Tunneling FET (TFET) is considered as one of the most promising low-power electronic devices, however, suffers from the low drive current. Heterostructure TFET with low effective tunnel barrier height based on traditional 3D materials can obtain large tunnel current but deteriorated off-state current induced by the lattice mismatch. van der Waals heterostructure TFET based on 2D materials can obtain dangling-bond-free interface for suppressed off-state current but face the challenge of controllable and stable doping technology. As the critical building block of the TFET, tunnel diode based on the 2D/3D heterostructure is proposed in this study and experimentally demonstrated. Combination of the pristine interface of 2D materials and matured doping technology in the traditional 3D bulk materials, tunnel diodes based on the 2D/3D heterostructures are expected to realize low leakage current and high on current simultaneously, showing great potential in low-power electronics.
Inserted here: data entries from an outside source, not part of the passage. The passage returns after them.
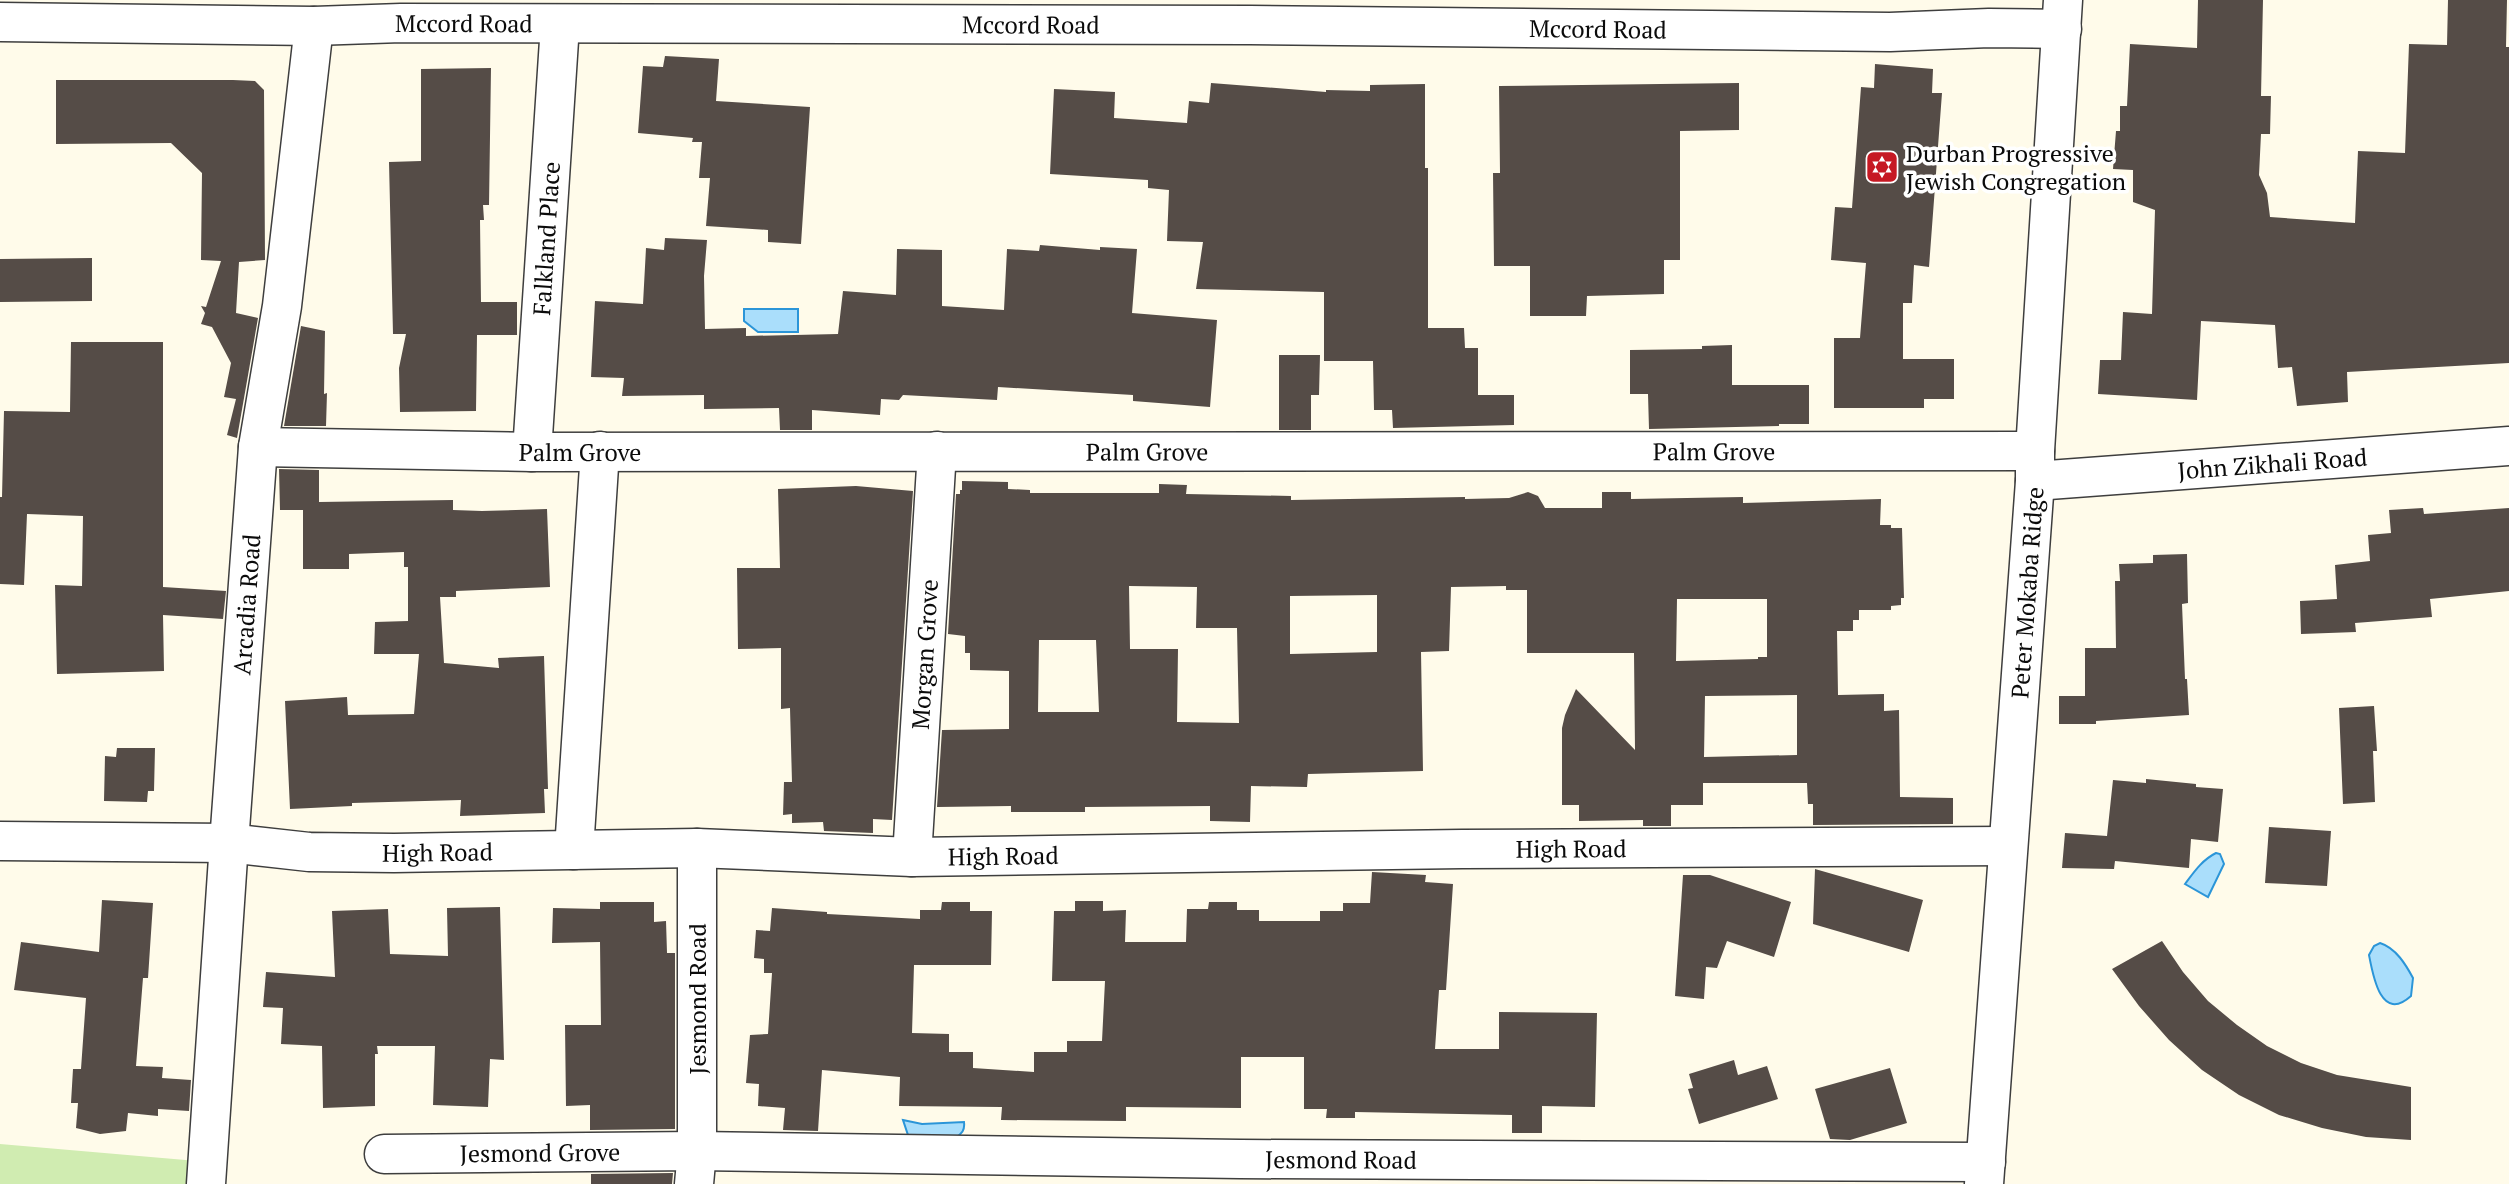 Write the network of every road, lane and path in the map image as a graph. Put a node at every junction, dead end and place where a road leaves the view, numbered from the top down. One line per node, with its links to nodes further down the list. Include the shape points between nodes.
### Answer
1 (67, 12): 4 (street, Mccord Road); 6 (street, Mccord Road)
2 (1987, 14): 3 (street, Mccord Road); 5 (street, Mccord Road, via 1890,32)
3 (2062, 14): 12 (street, Peter Mokaba Ridge)
4 (0, 22)
5 (561, 25): 6 (street, Mccord Road); 11 (street, Falkland Place)
6 (314, 26): 8 (street, Arcadia Road, via 282,306)
7 (2509, 446): 12 (street, John Zikhali Road)
8 (258, 447): 11 (street, Palm Grove); 14 (street, Arcadia Road)
9 (600, 451): 10 (street, Palm Grove); 11 (street, Palm Grove); 17 (street)
10 (937, 451): 12 (street, Palm Grove); 18 (street, Morgan Grove)
11 (532, 452)
12 (2035, 466): 15 (street, Peter Mokaba Ridge)
13 (0, 841): 14 (street, High Road)
14 (229, 843): 17 (street, High Road, via 309,852); 23 (street, Arcadia Road)
15 (2008, 846): 18 (street, High Road); 22 (street, Peter Mokaba Ridge)
16 (697, 848): 17 (street, High Road); 18 (street, High Road); 20 (street, Jesmond Road)
17 (574, 849)
18 (912, 857)
19 (384, 1154): 20 (street, Jesmond Grove)
20 (695, 1167): 21 (street, Jesmond Road)
21 (1240, 1171): 22 (street, Jesmond Road)
22 (1985, 1173)
23 (206, 1184) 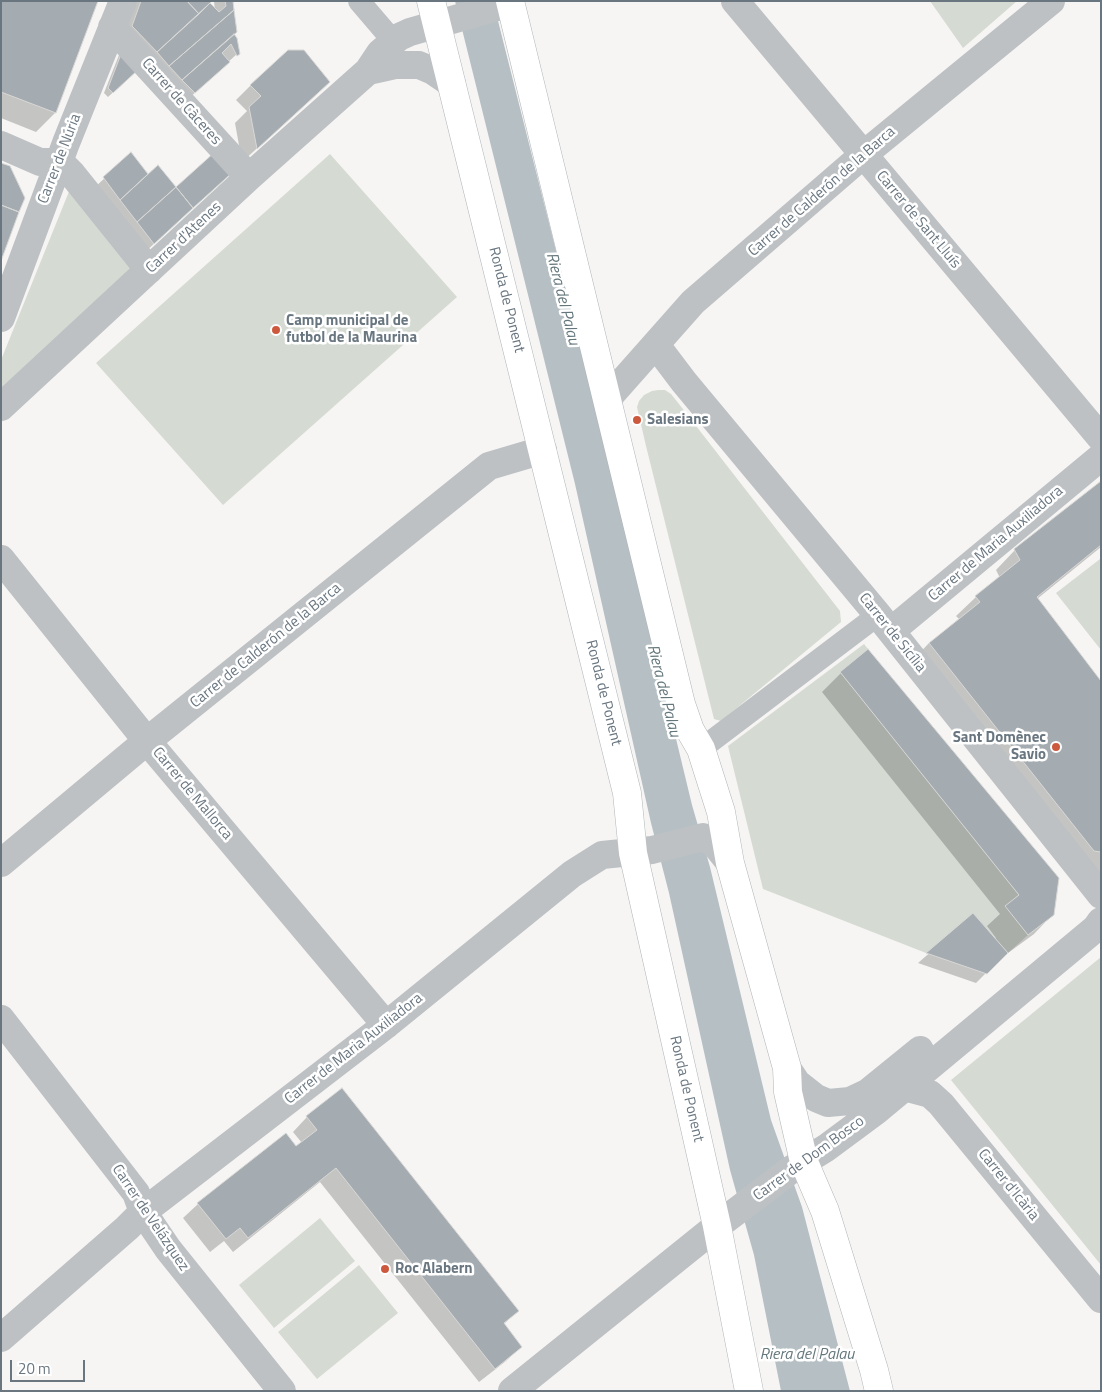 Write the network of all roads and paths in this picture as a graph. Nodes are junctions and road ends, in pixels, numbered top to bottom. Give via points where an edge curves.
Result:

The N$^+$ SnS$_2$/P$^+$ Si heterostructure with effective tunnel barrier of 0.17 eV theoretically is considered for the first time and selected as the optimal material platform for tunnel diodes. The N$^+$ SnS$_2$/P$^+$ Si tunnel diode demonstrated experimentally shows the high current density of 1 $\mu$A/$\mu$m$^2$, which is the highest one among the reported tunnel diodes based on the 2D/group IV materials. The tunneling current is also confirmed by low-temperature measurements. This study shows the great potential of the 2D/3D heterostructure for low-power tunneling devices.